Upon accessing Murgescu's Securitate file in the 2010, historian Narcis Tulbure concluded that the ICE doubled as a Securitate hub, providing operation cover to spies of the Foreign Intelligence Directorate. He notes that most of these, including Isărescu, were not trained in econometrics, and that their expertise needs to be treated with "great caution"; Tulbure also proposes that more genuine economic experts could be found among Manea Mănescu's associates at the Cybernetics Faculty, but also that these had been sidelined, on Ceaușescu's orders, after 1977. Isărescu himself reports that Murgescu spent the last stage of his life as a dissident, in latent conflict with President Ceaușescu. At the IEM, he helped organize debates about politics and economics, introduced Romanian students to the core notions of supply-side economics, and made hints about the need for profound change.

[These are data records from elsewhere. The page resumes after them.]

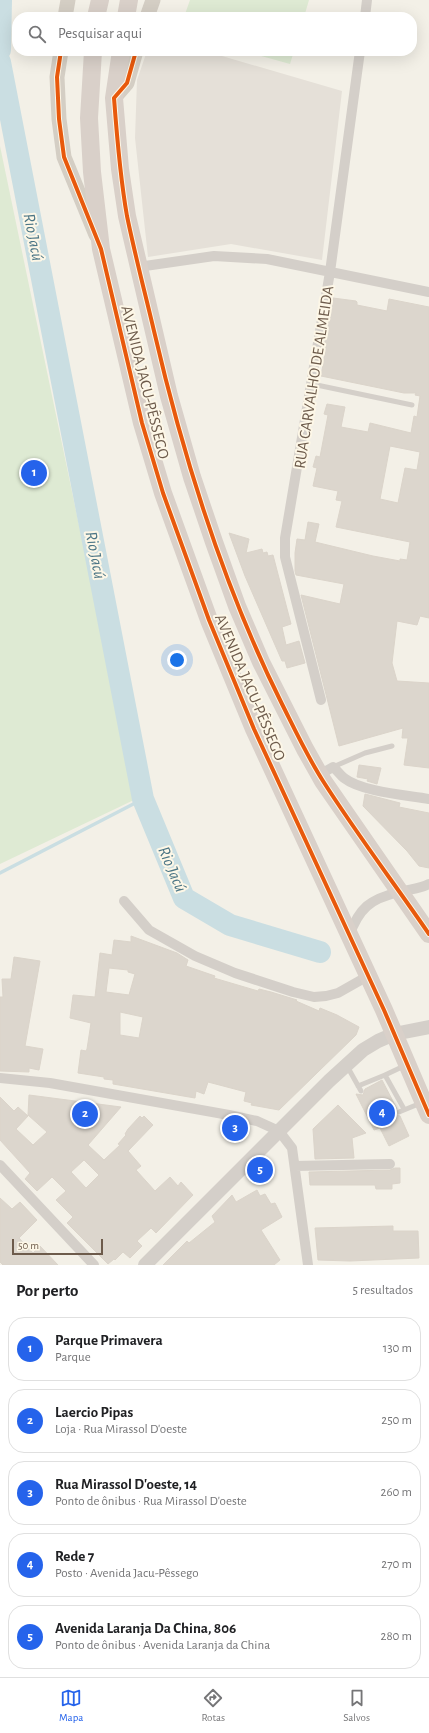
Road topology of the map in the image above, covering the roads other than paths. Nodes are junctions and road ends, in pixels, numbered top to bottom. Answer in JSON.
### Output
{"nodes":[{"id":1,"x":68,"y":0,"type":"edge"},
{"id":2,"x":100,"y":0,"type":"edge"},
{"id":3,"x":129,"y":0,"type":"edge"},
{"id":4,"x":153,"y":0,"type":"edge"},
{"id":5,"x":367,"y":0,"type":"edge"},
{"id":6,"x":66,"y":12,"type":"edge"},
{"id":7,"x":97,"y":12,"type":"edge"},
{"id":8,"x":127,"y":12,"type":"edge"},
{"id":9,"x":149,"y":12,"type":"edge"},
{"id":10,"x":366,"y":12,"type":"edge"},
{"id":11,"x":60,"y":56,"type":"edge"},
{"id":12,"x":93,"y":56,"type":"edge"},
{"id":13,"x":120,"y":56,"type":"edge"},
{"id":14,"x":135,"y":56,"type":"edge"},
{"id":15,"x":359,"y":56,"type":"edge"},
{"id":16,"x":114,"y":98,"type":"junction"},
{"id":17,"x":101,"y":249,"type":"junction"},
{"id":18,"x":138,"y":267,"type":"junction"},
{"id":19,"x":330,"y":272,"type":"junction"},
{"id":20,"x":429,"y":292,"type":"edge"},
{"id":21,"x":312,"y":384,"type":"junction"},
{"id":22,"x":412,"y":405,"type":"dead end"},
{"id":23,"x":321,"y":700,"type":"dead end"},
{"id":24,"x":392,"y":746,"type":"dead end"},
{"id":25,"x":326,"y":771,"type":"junction"},
{"id":26,"x":429,"y":799,"type":"edge"},
{"id":27,"x":429,"y":884,"type":"edge"},
{"id":28,"x":400,"y":892,"type":"junction"},
{"id":29,"x":124,"y":901,"type":"dead end"},
{"id":30,"x":429,"y":934,"type":"edge"},
{"id":31,"x":349,"y":936,"type":"junction"},
{"id":32,"x":368,"y":976,"type":"junction"},
{"id":33,"x":429,"y":1027,"type":"edge"},
{"id":34,"x":394,"y":1034,"type":"junction"},
{"id":35,"x":346,"y":1064,"type":"junction"},
{"id":36,"x":408,"y":1065,"type":"junction"},
{"id":37,"x":385,"y":1075,"type":"junction"},
{"id":38,"x":0,"y":1078,"type":"edge"},
{"id":39,"x":358,"y":1086,"type":"junction"},
{"id":40,"x":361,"y":1091,"type":"dead end"},
{"id":41,"x":427,"y":1108,"type":"edge"},
{"id":42,"x":374,"y":1116,"type":"dead end"},
{"id":43,"x":383,"y":1119,"type":"dead end"},
{"id":44,"x":279,"y":1131,"type":"junction"},
{"id":45,"x":390,"y":1164,"type":"dead end"},
{"id":46,"x":0,"y":1165,"type":"edge"},
{"id":47,"x":295,"y":1166,"type":"junction"},
{"id":48,"x":94,"y":1265,"type":"edge"},
{"id":49,"x":145,"y":1265,"type":"edge"},
{"id":50,"x":308,"y":1265,"type":"edge"}],
"edges":[{"from":1,"to":6,"type":"main road"},
{"from":2,"to":7,"type":"highway"},
{"from":3,"to":8,"type":"highway"},
{"from":4,"to":9,"type":"main road"},
{"from":5,"to":10,"type":"street"},
{"from":11,"to":17,"type":"main road"},
{"from":12,"to":17,"type":"highway","name":"AVENIDA JACU-PÊSSEGO"},
{"from":13,"to":16,"type":"highway","name":"AVENIDA JACU-PÊSSEGO"},
{"from":14,"to":16,"type":"main road"},
{"from":15,"to":19,"type":"street","name":"RUA CARVALHO DE ALMEIDA"},
{"from":16,"to":18,"type":"highway","name":"AVENIDA JACU-PÊSSEGO"},
{"from":17,"to":31,"type":"highway","name":"AVENIDA JACU-PÊSSEGO"},
{"from":18,"to":19,"type":"street"},
{"from":18,"to":25,"type":"highway","name":"AVENIDA JACU-PÊSSEGO"},
{"from":19,"to":20,"type":"street"},
{"from":19,"to":21,"type":"street","name":"RUA CARVALHO DE ALMEIDA"},
{"from":21,"to":22,"type":"lane"},
{"from":21,"to":23,"type":"street","name":"RUA CARVALHO DE ALMEIDA"},
{"from":24,"to":25,"type":"lane"},
{"from":25,"to":26,"type":"street"},
{"from":25,"to":28,"type":"highway","name":"AVENIDA JACU-PÊSSEGO"},
{"from":27,"to":28,"type":"street"},
{"from":28,"to":30,"type":"highway","name":"AVENIDA JACU-PÊSSEGO"},
{"from":28,"to":31,"type":"street"},
{"from":29,"to":32,"type":"street"},
{"from":31,"to":32,"type":"highway","name":"AVENIDA JACU-PÊSSEGO"},
{"from":32,"to":34,"type":"highway","name":"AVENIDA JACU-PÊSSEGO"},
{"from":33,"to":34,"type":"street"},
{"from":34,"to":35,"type":"street"},
{"from":34,"to":36,"type":"highway","name":"AVENIDA JACU-PÊSSEGO"},
{"from":35,"to":39,"type":"lane"},
{"from":35,"to":44,"type":"street"},
{"from":36,"to":37,"type":"lane"},
{"from":36,"to":41,"type":"highway","name":"AVENIDA JACU-PÊSSEGO"},
{"from":37,"to":39,"type":"lane"},
{"from":37,"to":41,"type":"lane"},
{"from":38,"to":44,"type":"street"},
{"from":39,"to":40,"type":"lane"},
{"from":42,"to":43,"type":"lane"},
{"from":44,"to":47,"type":"street"},
{"from":44,"to":49,"type":"street"},
{"from":45,"to":47,"type":"street"},
{"from":46,"to":48,"type":"street"},
{"from":47,"to":50,"type":"street"}]}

Murgescu's 1982 work on the Japanese economic miracle was done from personal observations from his extended trip there; overall, he concluded that Japanese companies had fully focused on technological innovation, and had planned ahead with a focus on such changes. It was a Romanian best-seller. Allegedly, Murgescu had come to believe that the Valev Plan was a consistent form of economic integration, and that national communism was essentially flawed. Foreign Minister Ștefan Andrei shielded Murgescu from Ceaușescu's anger, and allowed him to maintain a link with the West through contacts with Reuters. Another inner-PCR dissident and former diplomat, Silviu Brucan, indicated Murgescu as one of his main sources for critical reports which were sent to foreign ambassadors in Romania.

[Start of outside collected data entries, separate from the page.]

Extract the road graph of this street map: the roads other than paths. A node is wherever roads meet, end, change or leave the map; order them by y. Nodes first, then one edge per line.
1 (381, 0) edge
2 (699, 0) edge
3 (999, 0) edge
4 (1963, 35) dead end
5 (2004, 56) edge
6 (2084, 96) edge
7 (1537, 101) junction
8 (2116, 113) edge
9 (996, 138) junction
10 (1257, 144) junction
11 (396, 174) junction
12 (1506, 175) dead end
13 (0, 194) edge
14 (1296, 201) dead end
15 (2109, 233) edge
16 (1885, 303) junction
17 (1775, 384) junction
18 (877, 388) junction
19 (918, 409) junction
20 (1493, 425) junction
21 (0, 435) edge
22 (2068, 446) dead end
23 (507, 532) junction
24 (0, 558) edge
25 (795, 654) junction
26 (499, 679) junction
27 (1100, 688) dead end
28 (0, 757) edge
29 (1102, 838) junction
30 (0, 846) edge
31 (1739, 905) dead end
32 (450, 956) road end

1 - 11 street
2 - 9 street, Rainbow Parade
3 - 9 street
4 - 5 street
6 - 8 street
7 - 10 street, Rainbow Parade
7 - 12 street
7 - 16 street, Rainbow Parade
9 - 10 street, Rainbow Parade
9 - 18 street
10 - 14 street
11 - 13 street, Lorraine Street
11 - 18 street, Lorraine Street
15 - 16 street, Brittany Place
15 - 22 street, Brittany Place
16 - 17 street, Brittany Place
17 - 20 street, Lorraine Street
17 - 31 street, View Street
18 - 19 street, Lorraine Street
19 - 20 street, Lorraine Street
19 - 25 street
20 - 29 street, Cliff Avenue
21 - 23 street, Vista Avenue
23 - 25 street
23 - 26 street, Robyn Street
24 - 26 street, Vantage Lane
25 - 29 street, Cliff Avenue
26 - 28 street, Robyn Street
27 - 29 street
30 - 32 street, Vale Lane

Murgescu died a few months before the anti-communist Revolution of December 1989. He was buried at Bellu Cemetery on September 2. Obituary pieces included one by Ornea. He quoted Murgescu's letter to him, in which the economist had applauded any constructive debate between "men of culture". Murgescu had left several unpublished texts, including parts of a sequel to Mersul ideilor, but also Drumul oilor ("The Sheep's Road"), which detailed the economic history of sheep farming in Romania. The latter text was carried in a December 1990 issue of Academica journal, with an introduction by Mircea Măciu (in turn criticized in Contemporanul for stretching Murgescu's conclusions, and for using the "wooden language" of official Marxism).

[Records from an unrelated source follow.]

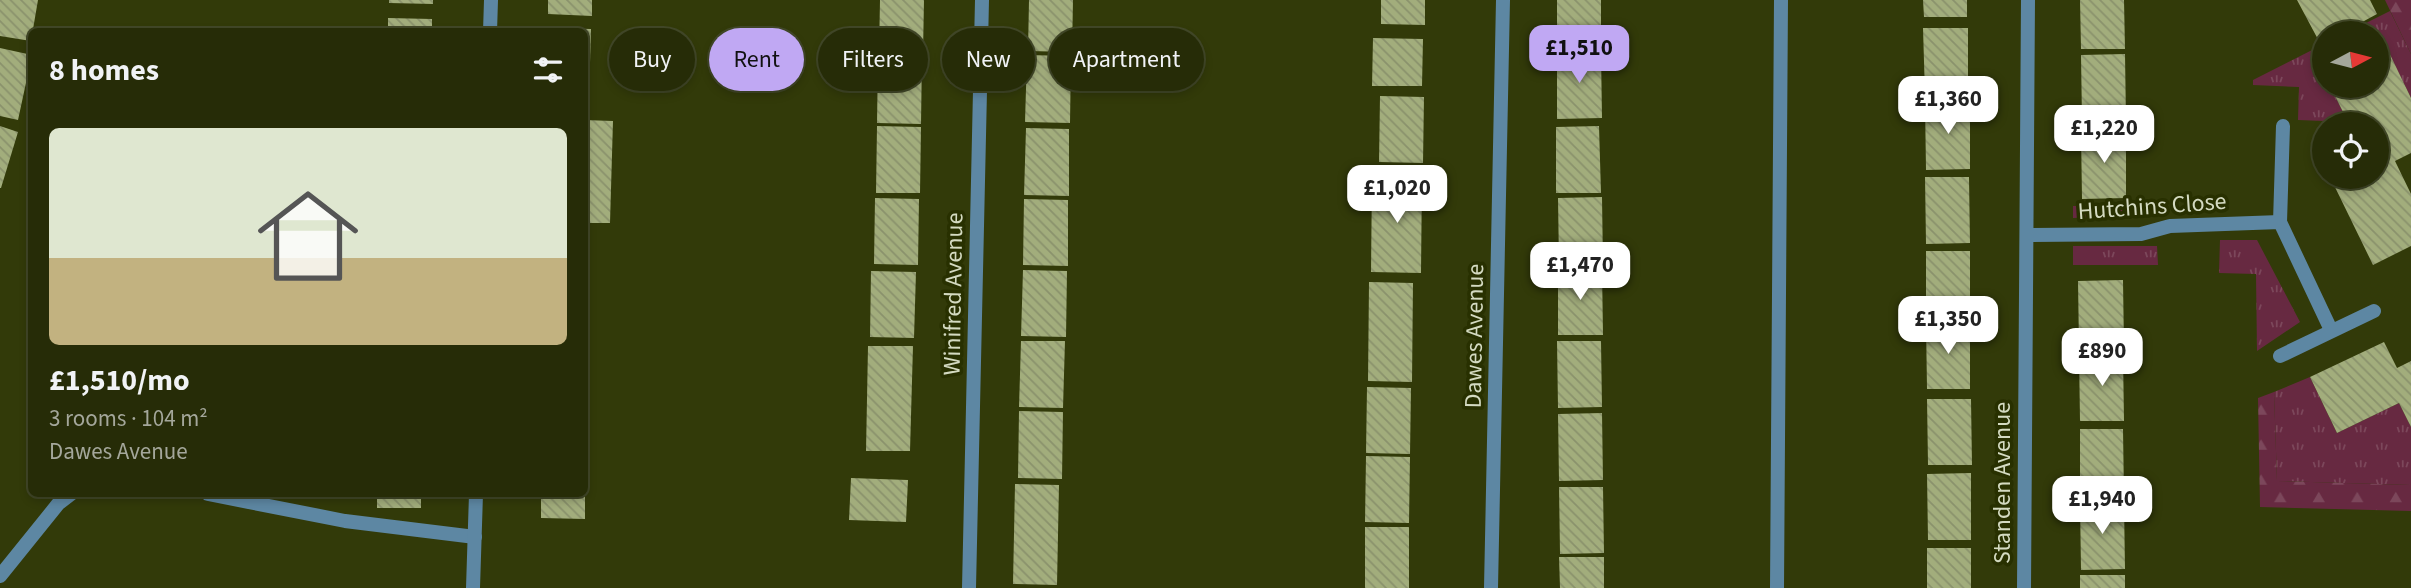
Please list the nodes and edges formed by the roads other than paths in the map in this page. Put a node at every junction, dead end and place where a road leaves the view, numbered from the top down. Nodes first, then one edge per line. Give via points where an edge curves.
1 (491, 0) edge
2 (982, 0) edge
3 (1503, 0) edge
4 (1782, 0) edge
5 (2028, 0) edge
6 (490, 28) edge
7 (2283, 126) dead end
8 (2280, 222) junction
9 (2027, 235) junction
10 (2374, 311) dead end
11 (2331, 330) junction
12 (2280, 356) dead end
13 (67, 497) edge
14 (223, 497) edge
15 (476, 497) edge
16 (475, 537) junction
17 (0, 576) edge
18 (473, 588) edge
19 (970, 588) edge
20 (1491, 588) edge
21 (1777, 588) edge
22 (2024, 588) edge

1 - 6 street
2 - 19 street, Winifred Avenue
3 - 20 street, Dawes Avenue
4 - 21 street
5 - 9 street, Standen Avenue
7 - 8 street
8 - 9 street, Hutchins Close via 2170,226 2141,234
8 - 11 street
9 - 22 street, Standen Avenue
10 - 11 street
11 - 12 street
13 - 17 street
14 - 16 street via 345,521
15 - 16 street
16 - 18 street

Murgescu was survived by his wife, Ecaterina Oproiu, who went on to serve as a Presidential appointee on a visual media regulatory agency, the National Audiovisual Council, between 1992 and 2000. Murgescu's nephew, Bogdan Murgescu, also trained in economic history, and achieved notoriety for his analysis of economic backwardness. He credits Costin Murgescu as an early influence on his own work. Mersul ideilor, reissued by the National Bank of Romania presses in 1994, was complemented by the posthumous Drumurile unității românești ("The Paths of Romanian Unity", 1996). As a learning institution, the IEM was the alma mater of economists who rose to political prominence after 1989, among them Eugen Dijmărescu, Mugur Isărescu, Napoleon Pop, and Victor Babiuc. In 1990, it was renamed the "Costin Murgescu Institute of World Economy", becoming part of the Romanian Academy network. According to Isărescu: "At the Institute for World Economy, professor Costin Murgescu was able to fulfill his calling on many levels. Constantly preoccupied with establishing a Romanian school of economic research, he turned [the IEM] into a veritable creative workshop." As noted in 2010 by sociologist Zoltán Rostás, Murgescu's "sinuous youth" was "hardly mentioned", "but [he] was nearly sanctified by the elite of economists who are now in their sixties."